Supplied entries -
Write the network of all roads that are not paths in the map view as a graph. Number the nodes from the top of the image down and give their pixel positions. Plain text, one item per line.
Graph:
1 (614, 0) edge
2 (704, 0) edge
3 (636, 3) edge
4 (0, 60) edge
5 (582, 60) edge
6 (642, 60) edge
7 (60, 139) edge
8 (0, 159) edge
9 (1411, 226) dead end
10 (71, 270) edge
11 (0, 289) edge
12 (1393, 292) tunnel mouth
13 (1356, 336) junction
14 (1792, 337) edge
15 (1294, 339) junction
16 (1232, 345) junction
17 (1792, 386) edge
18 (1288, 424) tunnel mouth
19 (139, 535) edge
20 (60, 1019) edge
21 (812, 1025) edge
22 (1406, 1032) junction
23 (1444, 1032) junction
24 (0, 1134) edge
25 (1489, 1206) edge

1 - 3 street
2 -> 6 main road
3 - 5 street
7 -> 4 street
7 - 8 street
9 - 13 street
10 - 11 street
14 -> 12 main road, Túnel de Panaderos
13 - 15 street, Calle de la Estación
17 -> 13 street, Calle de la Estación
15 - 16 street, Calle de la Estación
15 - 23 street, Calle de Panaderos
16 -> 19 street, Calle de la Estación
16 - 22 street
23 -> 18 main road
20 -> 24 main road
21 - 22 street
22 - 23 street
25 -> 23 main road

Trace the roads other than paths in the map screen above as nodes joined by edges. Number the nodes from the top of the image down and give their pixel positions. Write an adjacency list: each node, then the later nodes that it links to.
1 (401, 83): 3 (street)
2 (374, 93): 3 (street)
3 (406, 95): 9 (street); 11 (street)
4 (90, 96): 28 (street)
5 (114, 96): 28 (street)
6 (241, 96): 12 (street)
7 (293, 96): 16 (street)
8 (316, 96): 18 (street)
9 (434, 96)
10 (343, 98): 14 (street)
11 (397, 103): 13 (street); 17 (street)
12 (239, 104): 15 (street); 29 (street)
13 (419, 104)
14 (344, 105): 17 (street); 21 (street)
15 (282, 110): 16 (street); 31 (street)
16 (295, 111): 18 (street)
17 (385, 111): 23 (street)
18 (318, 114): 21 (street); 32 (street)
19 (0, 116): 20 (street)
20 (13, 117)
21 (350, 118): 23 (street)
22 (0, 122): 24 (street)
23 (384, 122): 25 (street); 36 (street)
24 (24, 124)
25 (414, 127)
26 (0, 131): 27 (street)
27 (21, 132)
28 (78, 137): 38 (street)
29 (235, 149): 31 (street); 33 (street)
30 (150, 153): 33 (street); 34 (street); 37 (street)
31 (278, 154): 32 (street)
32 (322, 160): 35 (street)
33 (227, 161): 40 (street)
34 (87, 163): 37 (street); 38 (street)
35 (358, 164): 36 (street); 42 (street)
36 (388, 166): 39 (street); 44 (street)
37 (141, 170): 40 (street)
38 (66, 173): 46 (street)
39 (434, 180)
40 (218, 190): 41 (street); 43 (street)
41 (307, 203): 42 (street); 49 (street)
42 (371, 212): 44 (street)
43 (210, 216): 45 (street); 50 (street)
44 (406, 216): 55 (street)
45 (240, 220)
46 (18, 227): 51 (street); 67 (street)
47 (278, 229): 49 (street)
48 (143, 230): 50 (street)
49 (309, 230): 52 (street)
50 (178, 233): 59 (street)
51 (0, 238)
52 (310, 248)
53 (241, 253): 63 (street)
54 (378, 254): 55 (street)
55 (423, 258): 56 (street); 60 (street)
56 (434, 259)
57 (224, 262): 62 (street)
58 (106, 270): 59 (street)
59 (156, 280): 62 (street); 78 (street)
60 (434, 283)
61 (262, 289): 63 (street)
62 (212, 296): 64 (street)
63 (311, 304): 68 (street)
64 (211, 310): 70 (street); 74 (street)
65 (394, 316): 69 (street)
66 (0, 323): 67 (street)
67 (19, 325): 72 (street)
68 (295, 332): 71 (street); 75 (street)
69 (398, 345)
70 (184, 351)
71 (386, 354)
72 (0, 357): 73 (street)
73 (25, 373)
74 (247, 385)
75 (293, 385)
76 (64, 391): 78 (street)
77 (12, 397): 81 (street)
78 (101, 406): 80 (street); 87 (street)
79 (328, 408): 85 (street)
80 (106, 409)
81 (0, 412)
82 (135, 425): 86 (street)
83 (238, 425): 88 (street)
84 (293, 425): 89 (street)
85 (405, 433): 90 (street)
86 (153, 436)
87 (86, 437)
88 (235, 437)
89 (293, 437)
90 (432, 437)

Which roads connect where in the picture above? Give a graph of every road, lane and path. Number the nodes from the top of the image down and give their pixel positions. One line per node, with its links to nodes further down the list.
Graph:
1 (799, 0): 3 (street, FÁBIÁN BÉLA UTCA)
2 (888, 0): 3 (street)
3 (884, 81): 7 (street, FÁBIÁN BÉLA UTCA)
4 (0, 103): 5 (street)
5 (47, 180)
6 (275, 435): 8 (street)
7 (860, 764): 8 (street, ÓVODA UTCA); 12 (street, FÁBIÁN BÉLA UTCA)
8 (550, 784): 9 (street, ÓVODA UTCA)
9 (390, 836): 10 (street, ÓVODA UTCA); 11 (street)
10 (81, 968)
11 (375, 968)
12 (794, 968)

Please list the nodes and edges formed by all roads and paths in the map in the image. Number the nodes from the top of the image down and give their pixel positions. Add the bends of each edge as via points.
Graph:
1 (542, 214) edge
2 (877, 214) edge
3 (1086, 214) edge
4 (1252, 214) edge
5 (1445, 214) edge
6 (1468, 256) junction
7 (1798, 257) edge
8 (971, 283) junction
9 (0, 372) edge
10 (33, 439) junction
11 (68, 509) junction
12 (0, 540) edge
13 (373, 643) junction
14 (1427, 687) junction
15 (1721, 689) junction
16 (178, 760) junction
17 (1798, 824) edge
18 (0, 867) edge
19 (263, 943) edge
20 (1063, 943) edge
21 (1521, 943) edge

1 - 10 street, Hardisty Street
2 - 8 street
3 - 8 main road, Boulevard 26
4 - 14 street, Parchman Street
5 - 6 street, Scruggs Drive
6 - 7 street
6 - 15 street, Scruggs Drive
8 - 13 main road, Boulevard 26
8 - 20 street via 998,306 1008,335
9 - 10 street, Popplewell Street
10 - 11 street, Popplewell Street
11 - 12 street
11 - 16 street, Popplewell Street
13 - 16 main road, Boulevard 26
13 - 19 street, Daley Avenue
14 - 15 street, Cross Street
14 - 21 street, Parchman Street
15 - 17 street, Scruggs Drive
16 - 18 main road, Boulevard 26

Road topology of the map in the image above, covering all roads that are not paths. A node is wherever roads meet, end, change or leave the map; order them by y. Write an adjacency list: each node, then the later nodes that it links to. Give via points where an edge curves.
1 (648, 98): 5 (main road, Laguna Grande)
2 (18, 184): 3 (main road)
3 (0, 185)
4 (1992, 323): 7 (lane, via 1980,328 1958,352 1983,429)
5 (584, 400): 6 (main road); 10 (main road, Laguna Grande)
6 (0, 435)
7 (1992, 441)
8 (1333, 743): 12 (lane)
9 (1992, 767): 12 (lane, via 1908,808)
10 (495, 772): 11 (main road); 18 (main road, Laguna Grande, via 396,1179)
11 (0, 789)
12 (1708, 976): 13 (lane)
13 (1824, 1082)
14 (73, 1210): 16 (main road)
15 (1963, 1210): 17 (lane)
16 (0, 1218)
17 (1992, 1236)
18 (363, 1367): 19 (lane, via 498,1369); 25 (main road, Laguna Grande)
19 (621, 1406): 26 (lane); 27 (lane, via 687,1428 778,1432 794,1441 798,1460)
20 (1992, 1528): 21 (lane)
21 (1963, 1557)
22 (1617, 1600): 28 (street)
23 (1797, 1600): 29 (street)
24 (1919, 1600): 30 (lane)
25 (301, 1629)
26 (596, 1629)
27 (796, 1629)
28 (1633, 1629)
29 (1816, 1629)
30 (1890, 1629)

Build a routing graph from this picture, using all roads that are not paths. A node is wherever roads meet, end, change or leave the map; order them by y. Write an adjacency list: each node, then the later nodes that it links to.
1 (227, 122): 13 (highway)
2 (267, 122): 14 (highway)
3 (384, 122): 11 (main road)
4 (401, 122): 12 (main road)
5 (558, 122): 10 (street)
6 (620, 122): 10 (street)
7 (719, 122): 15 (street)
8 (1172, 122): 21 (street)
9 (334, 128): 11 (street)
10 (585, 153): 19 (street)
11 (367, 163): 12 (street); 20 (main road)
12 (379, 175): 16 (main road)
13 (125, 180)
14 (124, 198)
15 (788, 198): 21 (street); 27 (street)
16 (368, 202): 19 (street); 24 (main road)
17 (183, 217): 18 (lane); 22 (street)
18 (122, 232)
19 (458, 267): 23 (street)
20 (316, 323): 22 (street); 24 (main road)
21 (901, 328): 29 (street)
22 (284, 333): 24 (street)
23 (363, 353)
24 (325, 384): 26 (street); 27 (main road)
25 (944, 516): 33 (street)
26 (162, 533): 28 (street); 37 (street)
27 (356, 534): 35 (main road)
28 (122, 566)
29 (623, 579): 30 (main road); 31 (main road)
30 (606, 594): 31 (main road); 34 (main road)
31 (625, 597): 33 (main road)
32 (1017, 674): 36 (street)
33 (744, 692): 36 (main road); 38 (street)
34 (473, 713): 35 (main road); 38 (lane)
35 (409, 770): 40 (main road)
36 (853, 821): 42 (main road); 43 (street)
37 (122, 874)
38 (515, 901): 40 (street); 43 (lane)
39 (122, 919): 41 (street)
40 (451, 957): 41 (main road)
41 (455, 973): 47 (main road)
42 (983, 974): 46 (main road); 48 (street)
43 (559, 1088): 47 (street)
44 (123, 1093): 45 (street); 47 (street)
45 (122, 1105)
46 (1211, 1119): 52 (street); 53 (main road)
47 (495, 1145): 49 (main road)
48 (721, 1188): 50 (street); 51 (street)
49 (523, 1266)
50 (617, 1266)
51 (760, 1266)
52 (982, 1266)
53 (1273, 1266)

What to do - Report the number of lines in the records that hold "Popplewell" and write no other words.

Finished exercise - 3